Say how many lines in the records hold "dori". Nothing but the number should be given.

**Stored items**
# # # # #

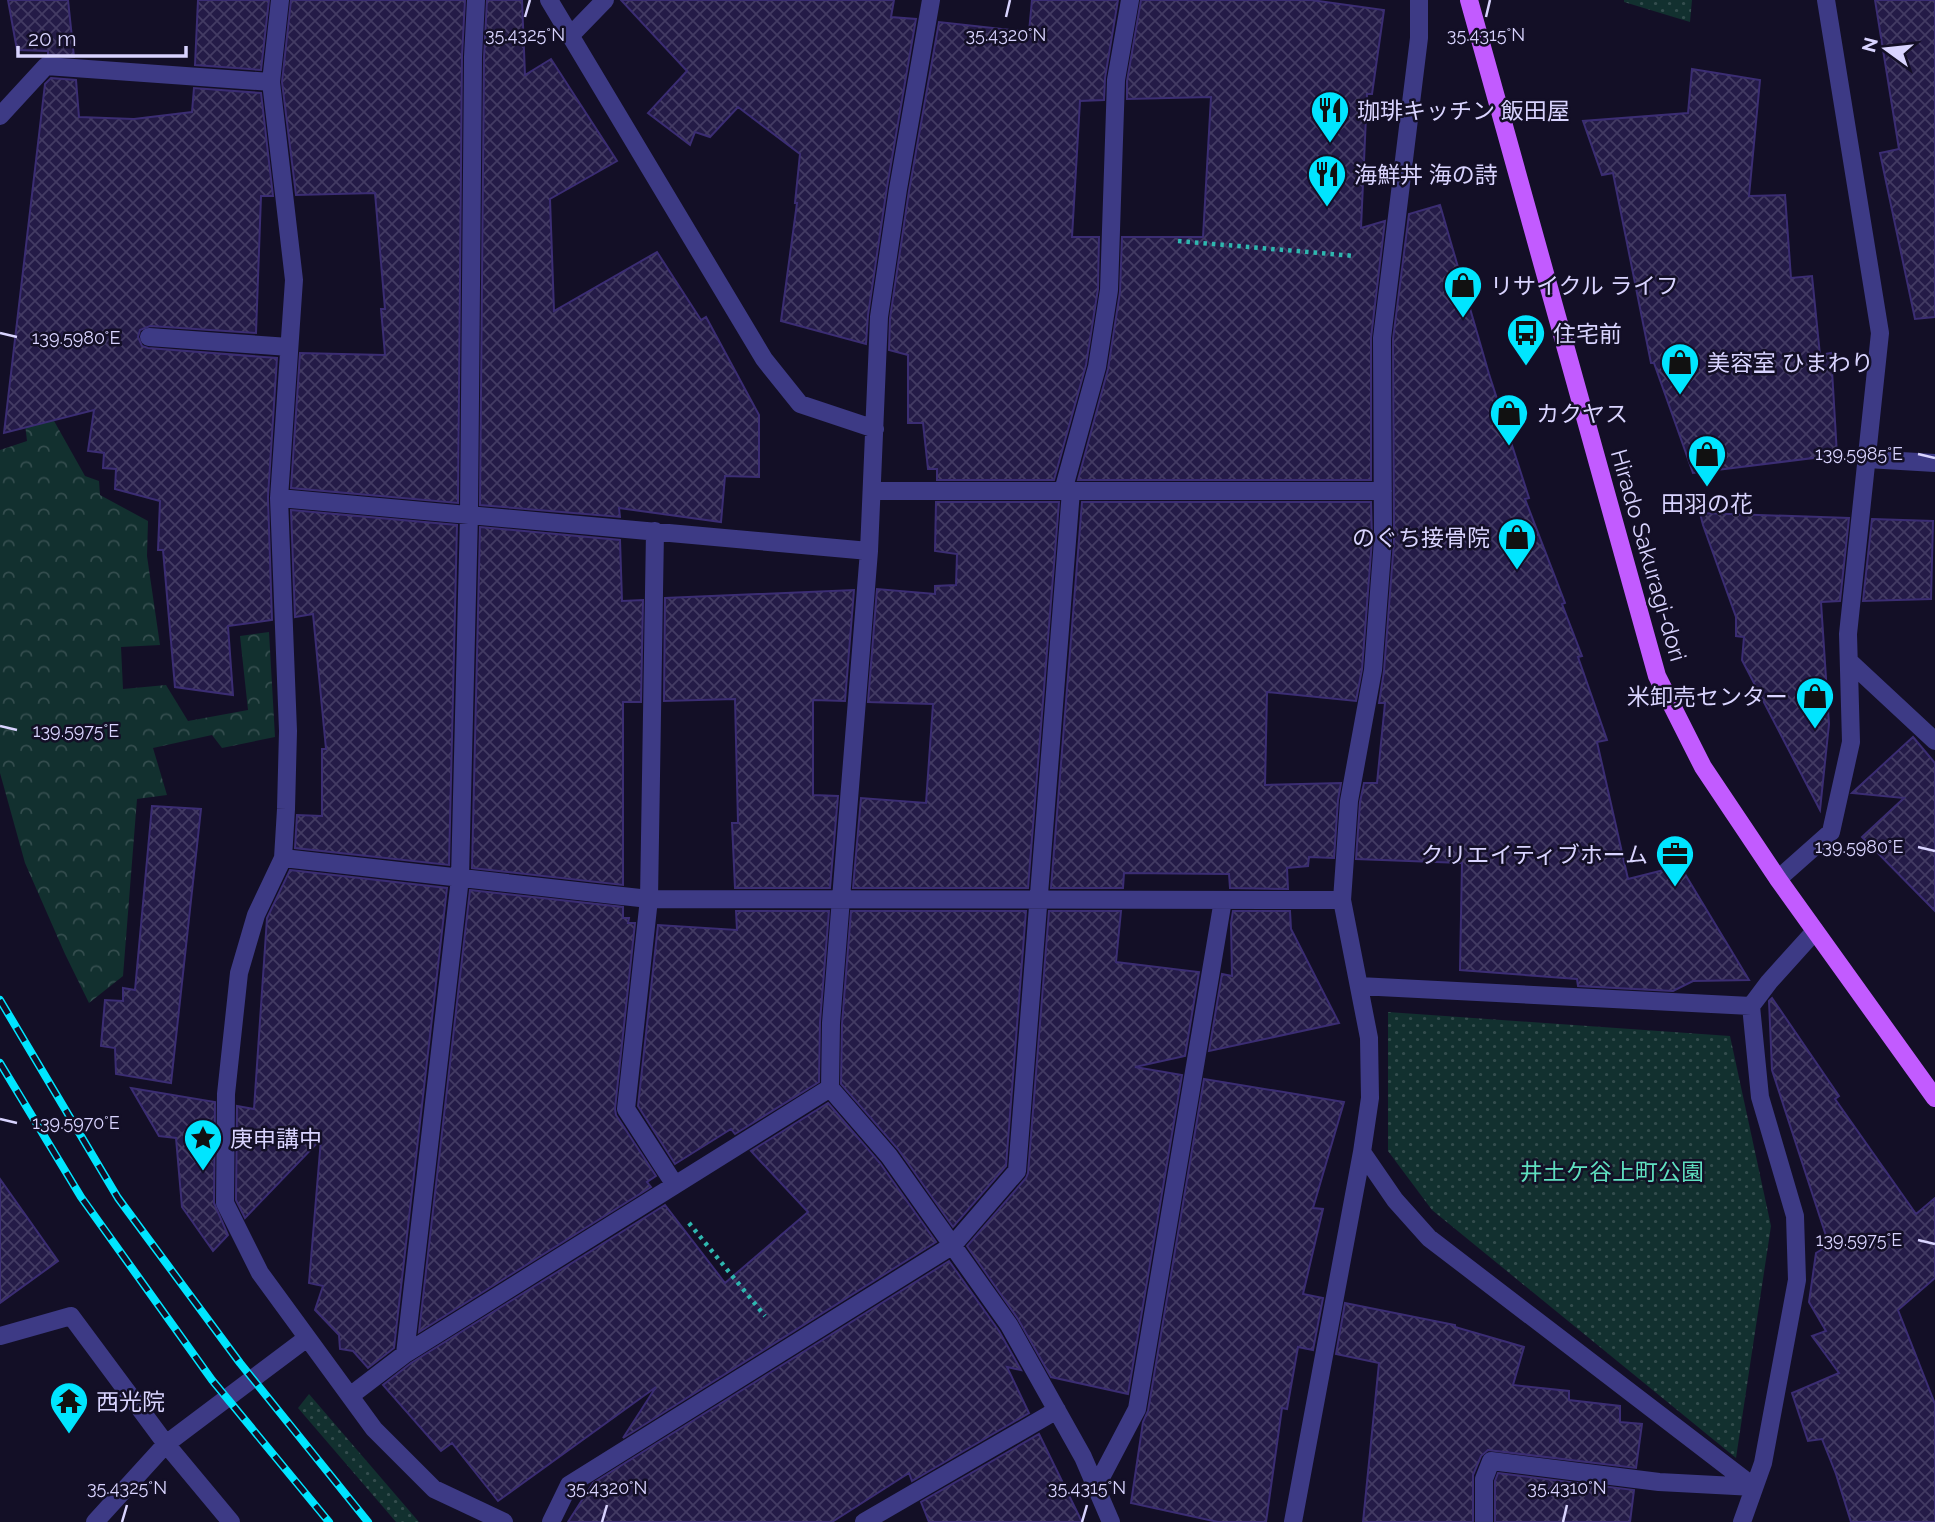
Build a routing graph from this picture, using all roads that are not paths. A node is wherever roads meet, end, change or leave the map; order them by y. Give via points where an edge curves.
1 (280, 0) edge
2 (477, 0) edge
3 (550, 0) edge
4 (605, 0) edge
5 (931, 0) edge
6 (1130, 0) edge
7 (1419, 0) edge
8 (1469, 0) edge
9 (1826, 0) edge
10 (572, 35) junction
11 (271, 82) junction
12 (0, 116) edge
13 (149, 337) dead end
14 (289, 347) junction
15 (875, 429) junction
16 (1867, 459) junction
17 (1935, 463) edge
18 (873, 491) junction
19 (1067, 491) junction
20 (1383, 491) junction
21 (279, 498) junction
22 (469, 514) junction
23 (656, 531) junction
24 (869, 551) junction
25 (1849, 661) junction
26 (1935, 741) edge
27 (283, 858) junction
28 (460, 878) junction
29 (1778, 879) junction
30 (649, 899) junction
31 (841, 899) junction
32 (1038, 900) junction
33 (1223, 900) junction
34 (1342, 900) junction
35 (1815, 931) junction
36 (1359, 986) junction
37 (1751, 1006) junction
38 (830, 1088) junction
39 (1935, 1098) edge
40 (1362, 1152) junction
41 (670, 1189) junction
42 (953, 1245) junction
43 (0, 1336) edge
44 (307, 1338) junction
45 (405, 1354) junction
46 (350, 1396) junction
47 (1057, 1410) junction
48 (166, 1444) junction
49 (1097, 1487) junction
50 (1754, 1487) junction
51 (94, 1522) edge
52 (230, 1522) edge
53 (504, 1522) edge
54 (551, 1522) edge
55 (864, 1522) edge
56 (1111, 1522) edge
57 (1293, 1522) edge
58 (1484, 1522) edge
59 (1742, 1522) edge

1 - 11 street
2 - 22 street
3 - 10 street
4 - 10 street
5 - 15 street via 879,317
6 - 19 street via 1116,80 1109,290 1097,367
7 - 20 street via 1419,38 1382,338
8 - 29 main road, Hirado Sakuragi-dori via 1657,676 1703,767
9 - 16 street via 1880,333
10 - 15 street via 764,359 800,404
11 - 12 street via 46,66
11 - 14 street via 294,279
13 - 14 street
14 - 21 street
15 - 18 street
16 - 17 street
16 - 25 street
18 - 19 street
18 - 24 street
19 - 20 street
19 - 32 street
20 - 34 street via 1373,670 1349,801
21 - 22 street
21 - 27 street via 288,731
22 - 23 street
22 - 28 street
23 - 24 street
23 - 30 street
24 - 31 street
25 - 26 street
25 - 29 street via 1851,742 1831,832
27 - 28 street
27 - 44 street via 256,915 239,973 226,1094 225,1203 260,1273
28 - 30 street
28 - 45 street
29 - 35 main road, Hirado Sakuragi-dori
30 - 31 street
30 - 41 street via 626,1109
31 - 32 street
31 - 38 street
32 - 33 street
32 - 42 street via 1017,1171
33 - 34 street
33 - 49 street via 1137,1409
34 - 36 street
35 - 37 street
35 - 39 main road, Hirado Sakuragi-dori
36 - 37 street
36 - 40 street via 1370,1086
37 - 50 street via 1760,1097 1795,1216 1797,1280 1763,1463
38 - 41 street
38 - 42 street via 889,1156
40 - 50 street via 1429,1238
40 - 57 street
41 - 45 street
42 - 47 street via 1009,1325
42 - 54 street via 569,1485
43 - 48 street via 71,1316
44 - 46 street
44 - 48 street
45 - 46 street
46 - 53 street via 374,1429 434,1489
47 - 49 street
47 - 55 street
48 - 51 street
48 - 52 street
49 - 56 street
50 - 58 street via 1659,1482 1492,1461 1484,1479
50 - 59 street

# # # # #

**OUTPUT**
3